■ **Exercise instructions**: In the entries below, count every line with the string "view". State the count and nothing else.

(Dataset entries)
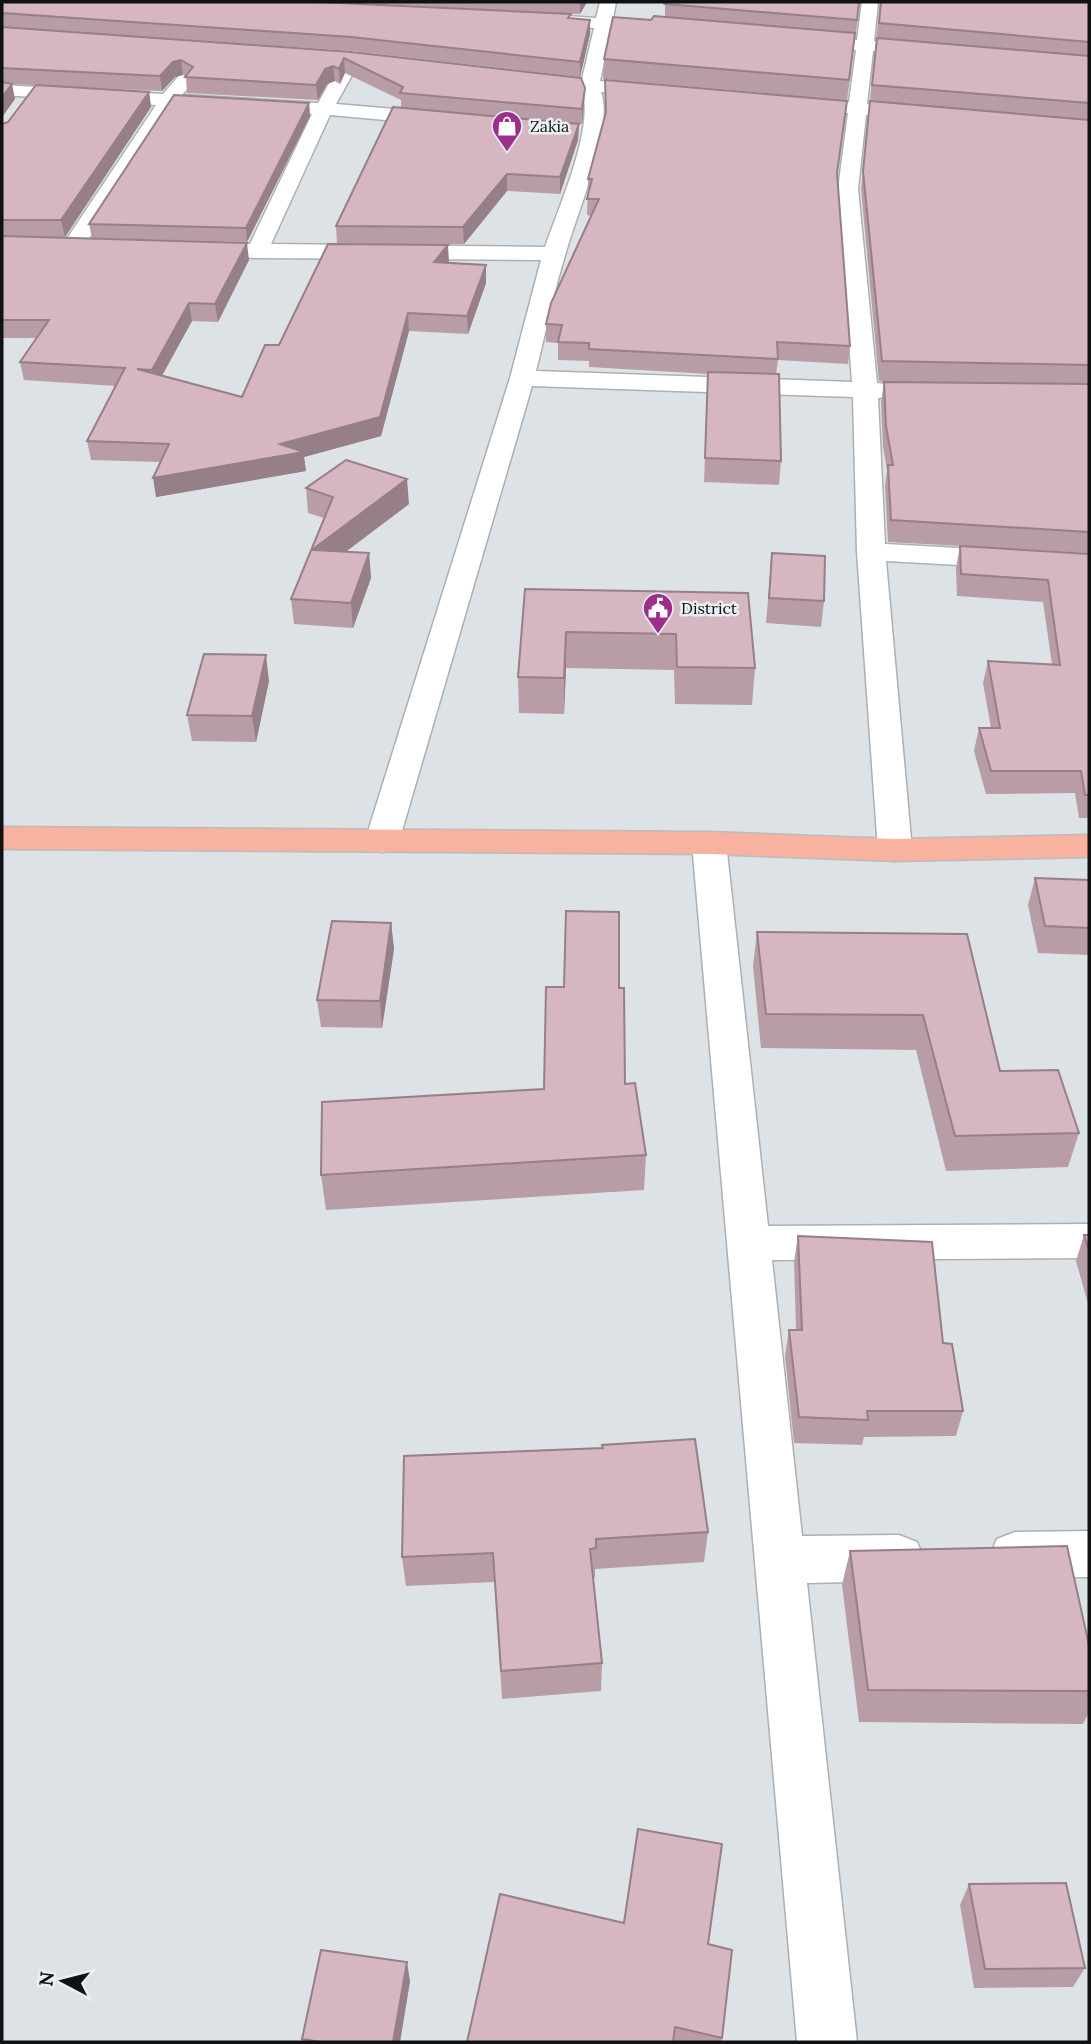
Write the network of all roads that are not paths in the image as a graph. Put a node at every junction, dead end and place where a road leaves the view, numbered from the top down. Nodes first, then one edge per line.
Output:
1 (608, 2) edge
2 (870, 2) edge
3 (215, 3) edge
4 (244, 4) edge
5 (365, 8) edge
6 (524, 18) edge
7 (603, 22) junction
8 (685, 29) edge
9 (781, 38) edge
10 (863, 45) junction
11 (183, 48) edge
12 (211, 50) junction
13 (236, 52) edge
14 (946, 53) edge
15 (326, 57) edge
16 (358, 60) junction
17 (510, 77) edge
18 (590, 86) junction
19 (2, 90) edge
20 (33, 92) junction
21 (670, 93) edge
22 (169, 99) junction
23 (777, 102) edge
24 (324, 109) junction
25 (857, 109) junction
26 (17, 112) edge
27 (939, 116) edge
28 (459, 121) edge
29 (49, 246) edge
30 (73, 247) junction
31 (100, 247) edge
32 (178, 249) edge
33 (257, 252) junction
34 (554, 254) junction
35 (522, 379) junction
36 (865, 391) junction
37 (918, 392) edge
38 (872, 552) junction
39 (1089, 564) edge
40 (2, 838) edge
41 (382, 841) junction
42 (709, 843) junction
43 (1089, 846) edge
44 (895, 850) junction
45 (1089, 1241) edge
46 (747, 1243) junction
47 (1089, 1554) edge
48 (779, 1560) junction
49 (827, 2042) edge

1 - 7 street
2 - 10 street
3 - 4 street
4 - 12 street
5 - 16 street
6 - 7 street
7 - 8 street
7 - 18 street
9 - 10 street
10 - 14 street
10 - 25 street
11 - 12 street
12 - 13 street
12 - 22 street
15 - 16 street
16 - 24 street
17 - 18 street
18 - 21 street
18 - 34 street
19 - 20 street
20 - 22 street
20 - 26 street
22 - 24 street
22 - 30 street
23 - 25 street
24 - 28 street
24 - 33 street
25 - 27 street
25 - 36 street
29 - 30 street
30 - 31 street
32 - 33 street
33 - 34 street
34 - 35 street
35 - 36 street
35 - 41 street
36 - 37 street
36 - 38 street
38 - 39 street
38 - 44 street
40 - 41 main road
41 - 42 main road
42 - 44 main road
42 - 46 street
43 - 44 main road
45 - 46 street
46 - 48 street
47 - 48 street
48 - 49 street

--

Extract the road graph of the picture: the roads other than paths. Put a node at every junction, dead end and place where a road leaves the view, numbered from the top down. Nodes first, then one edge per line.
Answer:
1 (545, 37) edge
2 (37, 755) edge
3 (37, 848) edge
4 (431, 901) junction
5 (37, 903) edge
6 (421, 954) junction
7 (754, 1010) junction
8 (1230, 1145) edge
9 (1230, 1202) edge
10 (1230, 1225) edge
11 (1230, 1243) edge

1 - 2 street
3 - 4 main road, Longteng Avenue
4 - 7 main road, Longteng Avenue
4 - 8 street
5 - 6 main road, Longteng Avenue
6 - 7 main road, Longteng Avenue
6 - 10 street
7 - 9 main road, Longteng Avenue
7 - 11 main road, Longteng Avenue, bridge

---

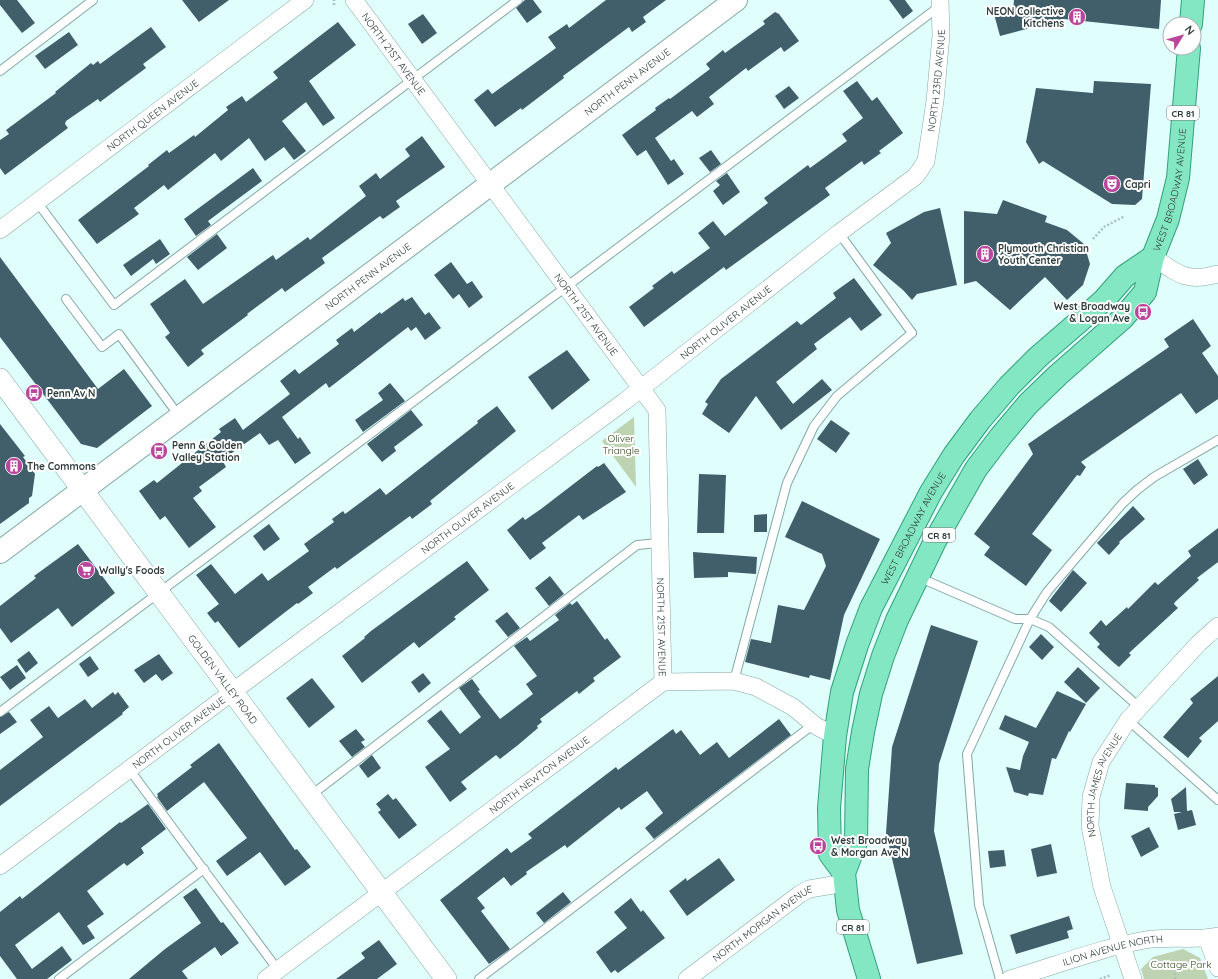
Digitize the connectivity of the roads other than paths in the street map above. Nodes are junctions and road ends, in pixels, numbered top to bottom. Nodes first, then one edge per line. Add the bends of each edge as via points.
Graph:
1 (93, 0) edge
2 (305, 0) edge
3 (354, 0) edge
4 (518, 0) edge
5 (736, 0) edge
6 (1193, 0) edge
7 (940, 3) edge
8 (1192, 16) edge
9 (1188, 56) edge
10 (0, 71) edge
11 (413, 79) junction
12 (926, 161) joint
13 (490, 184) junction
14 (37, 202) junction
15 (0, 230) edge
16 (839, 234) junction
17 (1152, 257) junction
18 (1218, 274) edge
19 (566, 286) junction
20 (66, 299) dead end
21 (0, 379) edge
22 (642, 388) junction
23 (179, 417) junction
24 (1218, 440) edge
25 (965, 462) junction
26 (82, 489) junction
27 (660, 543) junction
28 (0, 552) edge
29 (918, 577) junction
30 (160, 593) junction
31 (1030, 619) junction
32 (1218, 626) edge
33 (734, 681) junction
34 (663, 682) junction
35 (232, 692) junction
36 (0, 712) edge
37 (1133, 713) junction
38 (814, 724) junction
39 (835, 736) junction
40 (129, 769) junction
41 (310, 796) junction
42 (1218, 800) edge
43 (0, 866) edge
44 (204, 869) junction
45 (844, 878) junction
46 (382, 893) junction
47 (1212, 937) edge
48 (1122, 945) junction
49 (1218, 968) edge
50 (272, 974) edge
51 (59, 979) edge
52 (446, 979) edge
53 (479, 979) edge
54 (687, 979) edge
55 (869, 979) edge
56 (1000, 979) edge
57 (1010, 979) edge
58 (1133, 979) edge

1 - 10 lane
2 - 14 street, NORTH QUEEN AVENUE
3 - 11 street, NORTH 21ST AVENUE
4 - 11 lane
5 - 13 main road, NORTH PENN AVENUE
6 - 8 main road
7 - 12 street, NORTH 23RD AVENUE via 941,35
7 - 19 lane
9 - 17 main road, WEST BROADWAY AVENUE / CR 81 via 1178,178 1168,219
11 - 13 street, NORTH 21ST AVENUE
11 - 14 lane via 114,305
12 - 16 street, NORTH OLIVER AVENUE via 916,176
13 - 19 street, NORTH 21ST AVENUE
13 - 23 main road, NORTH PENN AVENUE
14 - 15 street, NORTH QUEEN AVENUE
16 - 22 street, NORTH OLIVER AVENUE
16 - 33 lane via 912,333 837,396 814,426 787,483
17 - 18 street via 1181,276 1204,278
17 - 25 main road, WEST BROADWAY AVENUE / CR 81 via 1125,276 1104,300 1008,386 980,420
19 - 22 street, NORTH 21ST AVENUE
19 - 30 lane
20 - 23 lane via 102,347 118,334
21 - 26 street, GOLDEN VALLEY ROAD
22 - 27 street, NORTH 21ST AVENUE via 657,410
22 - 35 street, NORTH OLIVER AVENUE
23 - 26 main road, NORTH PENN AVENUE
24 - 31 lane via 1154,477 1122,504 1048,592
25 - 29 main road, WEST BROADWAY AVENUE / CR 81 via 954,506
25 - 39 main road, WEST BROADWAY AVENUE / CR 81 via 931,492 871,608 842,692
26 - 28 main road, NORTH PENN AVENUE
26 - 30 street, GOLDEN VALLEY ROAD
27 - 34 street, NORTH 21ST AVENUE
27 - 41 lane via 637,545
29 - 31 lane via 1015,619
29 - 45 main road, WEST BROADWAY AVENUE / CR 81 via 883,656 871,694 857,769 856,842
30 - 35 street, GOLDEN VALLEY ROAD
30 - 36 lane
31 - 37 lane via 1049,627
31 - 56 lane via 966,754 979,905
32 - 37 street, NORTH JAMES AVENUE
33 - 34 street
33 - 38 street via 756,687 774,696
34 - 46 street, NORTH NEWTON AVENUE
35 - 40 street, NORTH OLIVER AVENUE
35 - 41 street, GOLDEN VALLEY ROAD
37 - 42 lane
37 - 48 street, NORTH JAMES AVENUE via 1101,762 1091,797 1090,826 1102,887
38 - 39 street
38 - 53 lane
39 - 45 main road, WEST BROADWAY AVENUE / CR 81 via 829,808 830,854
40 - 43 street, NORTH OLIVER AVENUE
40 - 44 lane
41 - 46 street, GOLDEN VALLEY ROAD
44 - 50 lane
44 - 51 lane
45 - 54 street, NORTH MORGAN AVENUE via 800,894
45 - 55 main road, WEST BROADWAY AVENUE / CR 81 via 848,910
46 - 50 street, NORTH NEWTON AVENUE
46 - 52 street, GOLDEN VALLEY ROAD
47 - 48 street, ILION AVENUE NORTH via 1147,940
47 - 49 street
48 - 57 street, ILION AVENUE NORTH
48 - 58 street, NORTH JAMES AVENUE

■ **Your solution**: 2